Whether or not slop is an issue is down to the size of the gaps between the surfaces, and in what direction the slop might be a concern. With a sliding fit, the back could move away from the base, causing the film plane to be in an unpredictable position. Similar thing with unintended swing. There is also a risk of tilt, which would feel like the rear standard wobbling at the top when in use. The movements might be slight and not have an adverse effect on the images, but the user's perception of it might be that it's not as well made as it could be.
For what it's worth, in my line of work (precision mechanical design), I would never use a simple friction fit for something that's going to be assembled and disassembled as part of its normal usage. Always a sliding fit that's secured with some mechanical thing, like screws, a flexible clip or sprung latch/catch/pin. The only time I'd use a friction fit is for something that's captive and not normally removed - like a dowel in one part that has a sliding fit in the mating part (only used for precision alignment of the two parts, not for holding them together - the friction fit at one end of the dowel is to stop it falling out, and slightly improves accuracy).

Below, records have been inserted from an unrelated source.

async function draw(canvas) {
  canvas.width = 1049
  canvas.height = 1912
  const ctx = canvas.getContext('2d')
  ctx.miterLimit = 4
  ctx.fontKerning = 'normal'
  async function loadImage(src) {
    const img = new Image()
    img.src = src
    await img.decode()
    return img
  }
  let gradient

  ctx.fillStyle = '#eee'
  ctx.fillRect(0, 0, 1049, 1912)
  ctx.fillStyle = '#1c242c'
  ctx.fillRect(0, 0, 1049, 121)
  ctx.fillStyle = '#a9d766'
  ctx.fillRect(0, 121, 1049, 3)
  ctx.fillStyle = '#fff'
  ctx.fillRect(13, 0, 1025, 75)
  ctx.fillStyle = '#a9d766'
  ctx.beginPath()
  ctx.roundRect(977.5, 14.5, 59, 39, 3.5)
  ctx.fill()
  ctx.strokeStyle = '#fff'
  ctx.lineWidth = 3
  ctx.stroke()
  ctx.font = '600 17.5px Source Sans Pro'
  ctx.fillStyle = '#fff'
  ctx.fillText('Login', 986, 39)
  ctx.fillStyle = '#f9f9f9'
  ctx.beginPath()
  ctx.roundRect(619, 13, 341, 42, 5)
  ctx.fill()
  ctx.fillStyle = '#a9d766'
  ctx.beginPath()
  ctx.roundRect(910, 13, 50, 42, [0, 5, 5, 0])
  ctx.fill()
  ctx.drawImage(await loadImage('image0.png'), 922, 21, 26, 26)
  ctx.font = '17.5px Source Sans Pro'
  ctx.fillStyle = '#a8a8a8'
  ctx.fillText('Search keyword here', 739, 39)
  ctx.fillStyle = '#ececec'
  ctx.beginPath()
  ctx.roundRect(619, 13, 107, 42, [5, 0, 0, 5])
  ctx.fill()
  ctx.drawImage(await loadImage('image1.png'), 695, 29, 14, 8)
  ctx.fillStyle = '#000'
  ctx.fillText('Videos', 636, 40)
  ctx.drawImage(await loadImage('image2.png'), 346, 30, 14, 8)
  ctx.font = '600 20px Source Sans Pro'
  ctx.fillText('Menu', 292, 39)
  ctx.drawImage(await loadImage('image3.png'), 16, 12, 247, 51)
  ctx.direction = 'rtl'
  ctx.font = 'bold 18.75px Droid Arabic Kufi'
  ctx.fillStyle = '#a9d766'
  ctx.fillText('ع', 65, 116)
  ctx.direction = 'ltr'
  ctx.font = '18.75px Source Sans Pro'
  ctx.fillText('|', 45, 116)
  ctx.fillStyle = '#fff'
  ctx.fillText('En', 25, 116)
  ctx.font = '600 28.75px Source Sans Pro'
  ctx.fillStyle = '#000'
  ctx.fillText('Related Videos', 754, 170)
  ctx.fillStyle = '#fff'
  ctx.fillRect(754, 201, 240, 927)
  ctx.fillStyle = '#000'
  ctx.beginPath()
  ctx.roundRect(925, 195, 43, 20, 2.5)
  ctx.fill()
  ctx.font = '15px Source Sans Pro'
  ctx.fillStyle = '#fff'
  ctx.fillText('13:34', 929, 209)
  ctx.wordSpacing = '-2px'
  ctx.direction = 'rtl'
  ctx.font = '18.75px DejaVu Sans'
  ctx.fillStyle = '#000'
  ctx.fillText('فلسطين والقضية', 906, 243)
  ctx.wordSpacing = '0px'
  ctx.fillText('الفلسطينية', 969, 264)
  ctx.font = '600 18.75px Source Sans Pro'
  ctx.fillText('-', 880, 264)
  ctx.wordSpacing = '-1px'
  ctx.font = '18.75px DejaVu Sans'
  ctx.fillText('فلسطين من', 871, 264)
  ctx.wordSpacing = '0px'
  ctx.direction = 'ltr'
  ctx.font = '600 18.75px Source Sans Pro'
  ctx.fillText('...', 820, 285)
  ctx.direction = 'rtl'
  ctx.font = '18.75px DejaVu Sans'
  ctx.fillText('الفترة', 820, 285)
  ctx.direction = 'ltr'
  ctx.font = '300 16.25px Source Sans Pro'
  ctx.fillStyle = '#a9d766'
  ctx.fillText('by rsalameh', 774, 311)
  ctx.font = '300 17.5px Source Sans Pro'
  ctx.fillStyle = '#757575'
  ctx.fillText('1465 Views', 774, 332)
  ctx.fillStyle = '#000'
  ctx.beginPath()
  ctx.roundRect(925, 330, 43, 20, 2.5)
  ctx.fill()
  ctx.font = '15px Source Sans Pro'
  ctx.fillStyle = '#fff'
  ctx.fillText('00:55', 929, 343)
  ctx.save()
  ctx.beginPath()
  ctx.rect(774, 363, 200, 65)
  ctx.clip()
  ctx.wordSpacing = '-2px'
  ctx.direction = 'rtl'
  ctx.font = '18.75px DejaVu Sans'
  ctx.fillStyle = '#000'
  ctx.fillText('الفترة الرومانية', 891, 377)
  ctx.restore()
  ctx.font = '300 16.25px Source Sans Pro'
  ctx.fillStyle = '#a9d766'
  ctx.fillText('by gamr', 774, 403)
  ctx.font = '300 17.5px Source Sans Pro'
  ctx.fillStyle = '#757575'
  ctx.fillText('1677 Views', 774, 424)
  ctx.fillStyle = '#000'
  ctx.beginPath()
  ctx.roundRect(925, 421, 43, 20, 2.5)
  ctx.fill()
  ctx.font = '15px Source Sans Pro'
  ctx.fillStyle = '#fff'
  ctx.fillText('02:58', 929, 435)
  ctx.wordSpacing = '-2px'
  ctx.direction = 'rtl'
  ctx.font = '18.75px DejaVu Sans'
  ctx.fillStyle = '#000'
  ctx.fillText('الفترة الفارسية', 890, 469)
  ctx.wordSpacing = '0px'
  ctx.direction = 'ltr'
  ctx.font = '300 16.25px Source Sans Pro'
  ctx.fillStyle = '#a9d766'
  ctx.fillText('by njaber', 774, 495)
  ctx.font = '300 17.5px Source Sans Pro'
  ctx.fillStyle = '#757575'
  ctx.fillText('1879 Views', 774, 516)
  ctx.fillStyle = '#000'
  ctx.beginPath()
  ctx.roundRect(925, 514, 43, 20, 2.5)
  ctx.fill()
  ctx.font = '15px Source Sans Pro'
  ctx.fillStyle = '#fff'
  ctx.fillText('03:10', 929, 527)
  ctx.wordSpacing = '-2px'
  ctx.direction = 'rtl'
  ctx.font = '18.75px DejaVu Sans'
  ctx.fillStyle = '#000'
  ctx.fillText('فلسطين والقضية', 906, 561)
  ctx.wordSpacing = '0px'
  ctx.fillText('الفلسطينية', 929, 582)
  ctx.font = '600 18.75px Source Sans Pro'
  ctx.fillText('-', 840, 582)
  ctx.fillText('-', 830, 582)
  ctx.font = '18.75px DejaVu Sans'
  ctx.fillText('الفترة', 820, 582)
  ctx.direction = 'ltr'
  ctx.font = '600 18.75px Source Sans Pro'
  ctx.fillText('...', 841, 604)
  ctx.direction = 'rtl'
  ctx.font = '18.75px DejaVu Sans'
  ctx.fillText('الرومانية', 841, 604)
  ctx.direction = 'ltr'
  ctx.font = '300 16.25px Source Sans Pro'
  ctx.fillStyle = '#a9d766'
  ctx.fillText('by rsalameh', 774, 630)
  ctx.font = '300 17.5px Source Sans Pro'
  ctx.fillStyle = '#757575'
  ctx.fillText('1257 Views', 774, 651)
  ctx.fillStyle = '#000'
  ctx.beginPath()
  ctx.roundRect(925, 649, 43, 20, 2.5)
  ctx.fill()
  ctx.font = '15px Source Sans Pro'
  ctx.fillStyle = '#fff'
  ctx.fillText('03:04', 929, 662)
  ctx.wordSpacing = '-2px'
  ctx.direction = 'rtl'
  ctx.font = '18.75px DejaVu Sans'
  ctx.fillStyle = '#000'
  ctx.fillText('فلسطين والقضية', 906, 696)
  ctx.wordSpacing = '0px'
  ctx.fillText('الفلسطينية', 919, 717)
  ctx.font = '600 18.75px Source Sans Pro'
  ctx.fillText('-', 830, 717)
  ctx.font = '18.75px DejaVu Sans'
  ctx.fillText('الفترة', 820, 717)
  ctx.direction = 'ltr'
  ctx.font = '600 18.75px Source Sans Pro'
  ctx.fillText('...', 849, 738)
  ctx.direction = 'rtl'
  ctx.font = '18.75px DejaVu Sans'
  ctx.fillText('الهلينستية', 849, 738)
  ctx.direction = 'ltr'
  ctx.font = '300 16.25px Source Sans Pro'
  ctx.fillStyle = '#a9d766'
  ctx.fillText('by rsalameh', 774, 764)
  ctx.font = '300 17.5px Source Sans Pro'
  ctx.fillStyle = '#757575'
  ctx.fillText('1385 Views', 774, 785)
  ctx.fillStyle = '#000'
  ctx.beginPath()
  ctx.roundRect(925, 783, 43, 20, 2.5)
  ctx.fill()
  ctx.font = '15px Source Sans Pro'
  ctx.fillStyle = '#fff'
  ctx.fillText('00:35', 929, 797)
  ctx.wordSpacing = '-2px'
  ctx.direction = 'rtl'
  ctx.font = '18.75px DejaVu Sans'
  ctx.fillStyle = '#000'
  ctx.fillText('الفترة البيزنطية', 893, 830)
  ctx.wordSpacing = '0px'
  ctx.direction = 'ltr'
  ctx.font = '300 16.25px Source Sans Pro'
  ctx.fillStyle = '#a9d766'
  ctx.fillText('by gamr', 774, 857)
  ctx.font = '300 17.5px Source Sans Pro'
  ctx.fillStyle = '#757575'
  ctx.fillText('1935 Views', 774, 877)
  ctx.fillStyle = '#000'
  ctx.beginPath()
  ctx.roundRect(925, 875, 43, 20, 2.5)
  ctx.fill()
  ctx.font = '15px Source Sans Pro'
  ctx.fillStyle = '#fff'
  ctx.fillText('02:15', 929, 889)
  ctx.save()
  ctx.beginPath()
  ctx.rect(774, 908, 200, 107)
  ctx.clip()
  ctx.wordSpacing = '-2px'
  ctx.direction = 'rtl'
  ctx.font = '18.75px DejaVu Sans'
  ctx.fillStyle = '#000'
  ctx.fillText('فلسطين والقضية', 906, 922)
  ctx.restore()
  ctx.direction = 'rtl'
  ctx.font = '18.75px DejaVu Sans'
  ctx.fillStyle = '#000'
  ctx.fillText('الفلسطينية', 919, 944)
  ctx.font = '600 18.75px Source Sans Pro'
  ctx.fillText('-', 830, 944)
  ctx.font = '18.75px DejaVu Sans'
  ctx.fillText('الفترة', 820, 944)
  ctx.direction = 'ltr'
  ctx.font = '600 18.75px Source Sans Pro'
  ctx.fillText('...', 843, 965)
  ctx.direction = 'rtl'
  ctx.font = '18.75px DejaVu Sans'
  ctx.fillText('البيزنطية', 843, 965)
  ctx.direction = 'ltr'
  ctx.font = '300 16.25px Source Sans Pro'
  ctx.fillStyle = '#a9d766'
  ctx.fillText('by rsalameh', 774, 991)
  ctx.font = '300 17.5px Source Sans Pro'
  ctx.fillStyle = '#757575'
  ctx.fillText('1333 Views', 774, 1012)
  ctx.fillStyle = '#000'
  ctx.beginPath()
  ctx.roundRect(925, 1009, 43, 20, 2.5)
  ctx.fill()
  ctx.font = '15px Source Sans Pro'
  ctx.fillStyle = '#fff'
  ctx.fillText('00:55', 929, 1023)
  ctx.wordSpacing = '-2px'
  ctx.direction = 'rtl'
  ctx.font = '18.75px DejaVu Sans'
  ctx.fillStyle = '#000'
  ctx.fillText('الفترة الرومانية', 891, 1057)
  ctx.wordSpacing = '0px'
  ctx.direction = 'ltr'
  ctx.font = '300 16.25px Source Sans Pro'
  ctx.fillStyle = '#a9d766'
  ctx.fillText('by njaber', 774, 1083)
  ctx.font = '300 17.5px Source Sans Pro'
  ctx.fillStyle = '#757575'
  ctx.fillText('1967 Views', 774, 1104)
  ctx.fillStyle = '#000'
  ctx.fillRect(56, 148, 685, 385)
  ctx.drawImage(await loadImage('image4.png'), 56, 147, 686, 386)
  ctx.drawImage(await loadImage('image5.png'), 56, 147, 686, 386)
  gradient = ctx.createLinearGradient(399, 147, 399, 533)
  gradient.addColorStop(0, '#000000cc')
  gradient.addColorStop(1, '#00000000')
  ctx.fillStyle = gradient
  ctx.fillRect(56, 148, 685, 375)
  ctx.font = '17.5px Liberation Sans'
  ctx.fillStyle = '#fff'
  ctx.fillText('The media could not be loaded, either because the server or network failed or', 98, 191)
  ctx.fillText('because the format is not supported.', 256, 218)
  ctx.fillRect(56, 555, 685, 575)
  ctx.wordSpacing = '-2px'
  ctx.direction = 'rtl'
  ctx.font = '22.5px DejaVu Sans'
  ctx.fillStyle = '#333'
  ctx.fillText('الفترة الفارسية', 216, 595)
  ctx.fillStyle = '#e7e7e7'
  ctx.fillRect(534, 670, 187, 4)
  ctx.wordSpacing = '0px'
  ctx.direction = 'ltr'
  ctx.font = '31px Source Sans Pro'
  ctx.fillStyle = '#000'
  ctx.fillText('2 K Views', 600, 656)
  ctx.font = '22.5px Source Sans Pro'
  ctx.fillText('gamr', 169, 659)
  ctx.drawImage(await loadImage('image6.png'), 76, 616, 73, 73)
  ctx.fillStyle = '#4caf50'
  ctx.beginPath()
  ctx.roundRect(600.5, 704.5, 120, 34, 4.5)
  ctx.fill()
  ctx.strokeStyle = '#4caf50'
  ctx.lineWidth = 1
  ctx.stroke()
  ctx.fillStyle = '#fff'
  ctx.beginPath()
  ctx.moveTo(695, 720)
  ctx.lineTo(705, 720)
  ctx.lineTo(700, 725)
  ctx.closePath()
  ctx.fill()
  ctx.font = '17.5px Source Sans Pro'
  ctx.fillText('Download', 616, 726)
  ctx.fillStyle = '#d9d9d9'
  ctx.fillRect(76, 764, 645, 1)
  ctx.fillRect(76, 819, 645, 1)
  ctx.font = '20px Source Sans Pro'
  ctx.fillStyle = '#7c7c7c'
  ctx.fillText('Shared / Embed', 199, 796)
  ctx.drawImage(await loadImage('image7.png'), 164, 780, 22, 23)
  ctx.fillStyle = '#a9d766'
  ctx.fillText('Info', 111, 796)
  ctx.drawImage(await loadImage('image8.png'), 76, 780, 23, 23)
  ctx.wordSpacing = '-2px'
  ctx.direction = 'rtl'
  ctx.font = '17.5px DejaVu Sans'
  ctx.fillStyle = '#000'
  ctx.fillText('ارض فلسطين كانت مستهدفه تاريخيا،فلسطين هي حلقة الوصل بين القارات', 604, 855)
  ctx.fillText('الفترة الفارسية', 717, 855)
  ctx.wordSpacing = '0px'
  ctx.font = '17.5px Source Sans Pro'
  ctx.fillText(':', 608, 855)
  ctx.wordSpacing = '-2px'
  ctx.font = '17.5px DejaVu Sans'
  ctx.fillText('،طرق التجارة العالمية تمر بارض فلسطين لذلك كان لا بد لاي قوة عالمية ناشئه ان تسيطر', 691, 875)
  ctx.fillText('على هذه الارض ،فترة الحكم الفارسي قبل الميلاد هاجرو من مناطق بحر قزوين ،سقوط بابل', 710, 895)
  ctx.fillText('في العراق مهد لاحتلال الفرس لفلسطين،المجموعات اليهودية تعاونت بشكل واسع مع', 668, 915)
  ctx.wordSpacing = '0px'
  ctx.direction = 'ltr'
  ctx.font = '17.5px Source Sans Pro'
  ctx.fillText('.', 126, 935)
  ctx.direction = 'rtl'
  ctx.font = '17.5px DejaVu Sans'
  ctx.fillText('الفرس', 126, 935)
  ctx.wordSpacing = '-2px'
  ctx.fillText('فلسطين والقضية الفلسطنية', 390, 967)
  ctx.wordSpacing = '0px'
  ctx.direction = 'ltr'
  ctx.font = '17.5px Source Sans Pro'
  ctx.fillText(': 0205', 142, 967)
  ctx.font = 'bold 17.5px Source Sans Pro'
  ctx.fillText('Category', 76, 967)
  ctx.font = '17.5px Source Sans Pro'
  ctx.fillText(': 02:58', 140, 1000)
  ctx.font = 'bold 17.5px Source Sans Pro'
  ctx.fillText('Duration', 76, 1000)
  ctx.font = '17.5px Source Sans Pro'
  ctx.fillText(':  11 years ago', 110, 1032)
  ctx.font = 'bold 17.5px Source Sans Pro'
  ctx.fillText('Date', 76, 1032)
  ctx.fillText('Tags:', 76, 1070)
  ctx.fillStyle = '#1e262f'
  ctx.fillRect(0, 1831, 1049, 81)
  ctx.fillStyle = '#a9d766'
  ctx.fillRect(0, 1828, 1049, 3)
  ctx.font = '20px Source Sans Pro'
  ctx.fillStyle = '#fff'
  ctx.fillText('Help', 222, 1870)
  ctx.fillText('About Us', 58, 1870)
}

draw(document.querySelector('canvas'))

With that, the dowel needs a pin punch and a hammer to take it out of the part it's captive in, which would be rare and might need something like Loctite to get a dowel back in that that will stay captive (a bit of inny-outy of a press-fit captive dowel can turn the fit into a sliding one).
I would be doubly cautious of trying to make a sliding fit from acrylic. As engineering plastics go, it's not the greatest. It's not particularly hard wearing and can be prone to impact damage at the edges. I virtually never use it, and even then, it's for things like safety screens in machine housings rather than a mechanical component. That said, the laminate thicknesses you're using don't seem too bad and I think the joint itself would be robust enough. However, I would definitely be looking at some sort of mechanical method to hold the parts together. I'd maybe consider something along the lines of captive threaded studs pointing down from the bottom edge of the rear standard, which go into open-ended slots in the base, the two clamped together using female thumbscrews (which can be left on the studs). I'd also maybe buffer the interface between the thumbscrews and the acrylic base with something like nylon washers to reduce risk of crush damage to the acrylic. (Lots of ways to do this, but that strikes me as easy to make - two tapped holes in the upright and glue in two studs - and still quick to assemble in the field.)